● TASK ITEM
Show, in full, each line of the data that contains "Businde".

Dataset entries
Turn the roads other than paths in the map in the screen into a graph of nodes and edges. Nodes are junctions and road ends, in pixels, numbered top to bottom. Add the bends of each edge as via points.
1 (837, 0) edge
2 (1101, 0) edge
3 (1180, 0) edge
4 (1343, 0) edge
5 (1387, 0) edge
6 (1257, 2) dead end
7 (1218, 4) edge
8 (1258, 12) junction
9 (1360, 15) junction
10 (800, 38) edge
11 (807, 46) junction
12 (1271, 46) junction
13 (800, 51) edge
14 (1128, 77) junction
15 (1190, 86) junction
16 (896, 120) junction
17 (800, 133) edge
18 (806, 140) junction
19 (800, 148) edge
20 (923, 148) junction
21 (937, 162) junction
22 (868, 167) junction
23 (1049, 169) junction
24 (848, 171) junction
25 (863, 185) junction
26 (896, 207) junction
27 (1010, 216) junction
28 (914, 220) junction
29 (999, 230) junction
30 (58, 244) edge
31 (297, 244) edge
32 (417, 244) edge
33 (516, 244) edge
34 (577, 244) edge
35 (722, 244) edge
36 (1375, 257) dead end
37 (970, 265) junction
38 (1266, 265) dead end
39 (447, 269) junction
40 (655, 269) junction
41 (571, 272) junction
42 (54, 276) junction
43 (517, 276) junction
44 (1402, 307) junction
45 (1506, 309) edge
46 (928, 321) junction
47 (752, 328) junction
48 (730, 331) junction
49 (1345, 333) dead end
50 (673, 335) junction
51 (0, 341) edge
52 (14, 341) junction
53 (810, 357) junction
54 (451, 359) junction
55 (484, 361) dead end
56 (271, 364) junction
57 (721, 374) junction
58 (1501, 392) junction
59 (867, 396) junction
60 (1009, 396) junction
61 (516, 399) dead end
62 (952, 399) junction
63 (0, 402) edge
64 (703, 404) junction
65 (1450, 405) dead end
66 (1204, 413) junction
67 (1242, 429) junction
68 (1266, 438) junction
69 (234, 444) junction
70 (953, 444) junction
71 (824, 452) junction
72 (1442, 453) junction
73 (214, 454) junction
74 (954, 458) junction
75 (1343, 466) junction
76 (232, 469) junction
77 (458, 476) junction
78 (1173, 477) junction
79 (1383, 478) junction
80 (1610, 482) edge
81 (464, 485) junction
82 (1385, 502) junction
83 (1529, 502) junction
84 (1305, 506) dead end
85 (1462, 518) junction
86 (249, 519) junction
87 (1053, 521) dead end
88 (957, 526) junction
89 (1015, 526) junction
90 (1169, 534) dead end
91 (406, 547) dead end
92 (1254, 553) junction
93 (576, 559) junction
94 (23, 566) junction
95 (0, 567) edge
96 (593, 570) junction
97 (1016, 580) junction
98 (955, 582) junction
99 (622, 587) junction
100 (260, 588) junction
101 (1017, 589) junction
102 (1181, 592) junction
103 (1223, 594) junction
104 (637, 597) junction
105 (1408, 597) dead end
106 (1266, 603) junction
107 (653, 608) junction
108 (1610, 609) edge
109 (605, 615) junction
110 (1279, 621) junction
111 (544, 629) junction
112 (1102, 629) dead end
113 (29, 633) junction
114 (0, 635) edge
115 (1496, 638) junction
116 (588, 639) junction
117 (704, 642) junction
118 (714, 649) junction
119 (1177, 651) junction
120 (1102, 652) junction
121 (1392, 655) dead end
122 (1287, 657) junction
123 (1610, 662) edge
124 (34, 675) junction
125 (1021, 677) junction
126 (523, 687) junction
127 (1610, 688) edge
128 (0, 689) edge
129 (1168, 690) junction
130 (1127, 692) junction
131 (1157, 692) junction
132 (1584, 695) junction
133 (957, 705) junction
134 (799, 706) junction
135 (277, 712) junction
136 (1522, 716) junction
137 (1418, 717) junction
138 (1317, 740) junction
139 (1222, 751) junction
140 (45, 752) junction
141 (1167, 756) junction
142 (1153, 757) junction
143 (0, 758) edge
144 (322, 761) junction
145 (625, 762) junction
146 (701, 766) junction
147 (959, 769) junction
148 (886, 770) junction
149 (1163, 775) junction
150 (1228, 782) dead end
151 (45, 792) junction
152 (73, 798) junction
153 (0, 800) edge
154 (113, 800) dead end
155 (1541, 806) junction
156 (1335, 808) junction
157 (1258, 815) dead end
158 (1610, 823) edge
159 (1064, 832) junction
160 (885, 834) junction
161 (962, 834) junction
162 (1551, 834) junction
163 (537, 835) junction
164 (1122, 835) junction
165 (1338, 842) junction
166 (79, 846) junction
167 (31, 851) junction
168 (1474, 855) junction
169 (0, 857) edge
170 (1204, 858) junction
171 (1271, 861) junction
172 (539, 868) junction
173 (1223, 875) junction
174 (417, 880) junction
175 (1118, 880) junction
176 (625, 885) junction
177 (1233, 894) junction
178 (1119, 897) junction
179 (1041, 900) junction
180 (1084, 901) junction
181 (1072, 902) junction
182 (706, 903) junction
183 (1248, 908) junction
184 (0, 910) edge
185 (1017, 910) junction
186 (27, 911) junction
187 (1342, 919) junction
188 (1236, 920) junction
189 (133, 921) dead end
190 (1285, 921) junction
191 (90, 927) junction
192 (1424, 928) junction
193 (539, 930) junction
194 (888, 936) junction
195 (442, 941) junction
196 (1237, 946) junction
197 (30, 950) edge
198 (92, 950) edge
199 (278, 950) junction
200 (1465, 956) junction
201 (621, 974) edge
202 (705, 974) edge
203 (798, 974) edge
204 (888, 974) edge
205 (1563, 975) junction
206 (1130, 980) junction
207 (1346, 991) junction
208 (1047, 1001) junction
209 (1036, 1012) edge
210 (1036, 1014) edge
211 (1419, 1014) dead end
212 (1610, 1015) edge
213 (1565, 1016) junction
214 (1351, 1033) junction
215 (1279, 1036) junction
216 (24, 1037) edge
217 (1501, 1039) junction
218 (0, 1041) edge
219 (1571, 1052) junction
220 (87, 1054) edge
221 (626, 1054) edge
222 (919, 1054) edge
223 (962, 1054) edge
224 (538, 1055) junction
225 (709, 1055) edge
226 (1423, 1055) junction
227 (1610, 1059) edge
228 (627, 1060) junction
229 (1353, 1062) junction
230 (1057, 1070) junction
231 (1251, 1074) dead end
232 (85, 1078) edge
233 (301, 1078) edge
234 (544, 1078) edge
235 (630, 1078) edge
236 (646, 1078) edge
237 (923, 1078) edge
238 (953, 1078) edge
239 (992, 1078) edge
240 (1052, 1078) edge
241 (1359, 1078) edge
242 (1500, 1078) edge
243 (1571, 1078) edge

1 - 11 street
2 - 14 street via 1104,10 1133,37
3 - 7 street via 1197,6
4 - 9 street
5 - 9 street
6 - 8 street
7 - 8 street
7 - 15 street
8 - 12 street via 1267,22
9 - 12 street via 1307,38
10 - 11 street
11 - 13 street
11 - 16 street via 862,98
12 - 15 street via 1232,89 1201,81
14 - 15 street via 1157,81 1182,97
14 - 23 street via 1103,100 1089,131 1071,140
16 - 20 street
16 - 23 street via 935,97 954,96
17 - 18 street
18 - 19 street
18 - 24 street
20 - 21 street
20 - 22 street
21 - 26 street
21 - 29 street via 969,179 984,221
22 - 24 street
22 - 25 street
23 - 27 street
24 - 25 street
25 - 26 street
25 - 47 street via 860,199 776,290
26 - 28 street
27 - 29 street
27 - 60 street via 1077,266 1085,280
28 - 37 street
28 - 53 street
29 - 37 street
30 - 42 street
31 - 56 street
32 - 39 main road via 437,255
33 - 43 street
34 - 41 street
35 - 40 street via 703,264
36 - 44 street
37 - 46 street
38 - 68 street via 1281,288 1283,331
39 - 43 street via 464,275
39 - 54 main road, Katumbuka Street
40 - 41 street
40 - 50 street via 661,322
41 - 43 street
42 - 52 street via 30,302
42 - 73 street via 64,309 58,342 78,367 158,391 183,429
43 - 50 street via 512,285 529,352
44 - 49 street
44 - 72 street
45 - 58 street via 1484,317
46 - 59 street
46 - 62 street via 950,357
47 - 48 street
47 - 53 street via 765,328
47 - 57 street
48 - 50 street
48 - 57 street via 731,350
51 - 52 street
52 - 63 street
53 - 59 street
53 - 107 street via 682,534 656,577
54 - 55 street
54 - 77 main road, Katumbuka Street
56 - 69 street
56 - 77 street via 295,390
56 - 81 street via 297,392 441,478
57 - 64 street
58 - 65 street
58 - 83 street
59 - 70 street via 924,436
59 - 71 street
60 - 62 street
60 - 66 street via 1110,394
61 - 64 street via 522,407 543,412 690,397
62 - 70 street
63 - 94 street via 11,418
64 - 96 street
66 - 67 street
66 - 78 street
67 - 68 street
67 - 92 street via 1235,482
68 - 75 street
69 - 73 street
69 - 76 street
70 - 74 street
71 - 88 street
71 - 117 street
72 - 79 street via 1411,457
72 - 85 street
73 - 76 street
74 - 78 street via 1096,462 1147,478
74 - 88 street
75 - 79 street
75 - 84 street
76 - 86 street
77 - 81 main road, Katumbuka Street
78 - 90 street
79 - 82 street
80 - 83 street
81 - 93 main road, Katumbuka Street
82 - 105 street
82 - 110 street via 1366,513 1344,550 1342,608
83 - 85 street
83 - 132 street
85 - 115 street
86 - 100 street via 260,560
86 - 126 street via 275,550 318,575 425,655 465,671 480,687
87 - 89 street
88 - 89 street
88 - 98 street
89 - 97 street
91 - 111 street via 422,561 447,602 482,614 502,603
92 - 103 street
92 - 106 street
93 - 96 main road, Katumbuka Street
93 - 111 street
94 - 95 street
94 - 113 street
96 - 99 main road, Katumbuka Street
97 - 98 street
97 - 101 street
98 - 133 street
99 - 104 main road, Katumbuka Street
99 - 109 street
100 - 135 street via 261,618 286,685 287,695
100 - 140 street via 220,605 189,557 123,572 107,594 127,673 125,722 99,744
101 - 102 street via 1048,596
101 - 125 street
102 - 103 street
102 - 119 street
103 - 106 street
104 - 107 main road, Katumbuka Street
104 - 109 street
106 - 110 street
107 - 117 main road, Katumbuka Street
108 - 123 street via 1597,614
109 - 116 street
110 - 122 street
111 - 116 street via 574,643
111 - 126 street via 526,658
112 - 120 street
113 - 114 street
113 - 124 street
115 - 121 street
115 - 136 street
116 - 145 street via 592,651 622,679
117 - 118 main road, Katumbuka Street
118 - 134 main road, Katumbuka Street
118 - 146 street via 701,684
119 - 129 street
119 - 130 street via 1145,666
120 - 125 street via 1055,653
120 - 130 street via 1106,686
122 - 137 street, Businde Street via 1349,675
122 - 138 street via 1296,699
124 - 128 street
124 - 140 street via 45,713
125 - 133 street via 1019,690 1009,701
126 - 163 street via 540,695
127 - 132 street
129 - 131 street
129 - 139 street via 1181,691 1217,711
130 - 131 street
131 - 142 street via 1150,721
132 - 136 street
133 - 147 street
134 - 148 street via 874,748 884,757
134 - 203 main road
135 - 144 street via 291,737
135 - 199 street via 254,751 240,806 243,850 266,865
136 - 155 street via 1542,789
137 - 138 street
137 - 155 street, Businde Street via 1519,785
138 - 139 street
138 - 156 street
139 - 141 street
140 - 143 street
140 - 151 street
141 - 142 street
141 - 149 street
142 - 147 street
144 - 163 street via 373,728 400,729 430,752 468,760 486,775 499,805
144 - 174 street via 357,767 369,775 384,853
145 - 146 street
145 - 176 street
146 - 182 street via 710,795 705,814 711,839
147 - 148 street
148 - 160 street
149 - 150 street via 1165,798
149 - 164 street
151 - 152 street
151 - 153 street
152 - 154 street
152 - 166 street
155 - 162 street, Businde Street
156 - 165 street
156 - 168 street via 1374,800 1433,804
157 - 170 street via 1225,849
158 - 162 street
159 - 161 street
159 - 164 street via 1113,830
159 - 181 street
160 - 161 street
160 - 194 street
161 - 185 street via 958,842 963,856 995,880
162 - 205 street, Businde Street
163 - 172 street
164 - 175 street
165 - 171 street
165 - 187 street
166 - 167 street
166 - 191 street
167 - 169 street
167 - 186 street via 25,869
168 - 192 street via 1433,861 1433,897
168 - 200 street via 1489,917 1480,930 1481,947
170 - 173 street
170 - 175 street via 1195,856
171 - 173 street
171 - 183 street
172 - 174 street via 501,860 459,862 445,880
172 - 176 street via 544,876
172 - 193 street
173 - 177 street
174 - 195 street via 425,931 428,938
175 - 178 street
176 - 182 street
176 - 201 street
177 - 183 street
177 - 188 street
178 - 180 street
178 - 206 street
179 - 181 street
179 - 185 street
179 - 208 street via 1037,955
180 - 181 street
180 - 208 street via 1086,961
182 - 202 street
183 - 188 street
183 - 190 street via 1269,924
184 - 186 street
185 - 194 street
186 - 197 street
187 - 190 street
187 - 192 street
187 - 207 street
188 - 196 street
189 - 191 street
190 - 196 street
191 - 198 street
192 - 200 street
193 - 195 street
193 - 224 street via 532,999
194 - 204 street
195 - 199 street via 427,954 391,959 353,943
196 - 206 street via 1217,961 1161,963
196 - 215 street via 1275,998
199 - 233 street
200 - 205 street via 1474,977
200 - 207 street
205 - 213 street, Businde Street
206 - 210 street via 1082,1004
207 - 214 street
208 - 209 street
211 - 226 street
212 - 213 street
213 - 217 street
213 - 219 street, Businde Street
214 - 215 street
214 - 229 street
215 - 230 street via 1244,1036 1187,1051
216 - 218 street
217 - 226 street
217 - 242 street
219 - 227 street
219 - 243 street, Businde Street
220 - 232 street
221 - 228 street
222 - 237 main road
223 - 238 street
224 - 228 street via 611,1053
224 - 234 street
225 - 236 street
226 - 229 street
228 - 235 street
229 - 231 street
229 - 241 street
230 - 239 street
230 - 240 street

● EXERCISE RESPONSE
122 - 137 street, Businde Street via 1349,675
137 - 155 street, Businde Street via 1519,785
155 - 162 street, Businde Street
162 - 205 street, Businde Street
205 - 213 street, Businde Street
213 - 219 street, Businde Street
219 - 243 street, Businde Street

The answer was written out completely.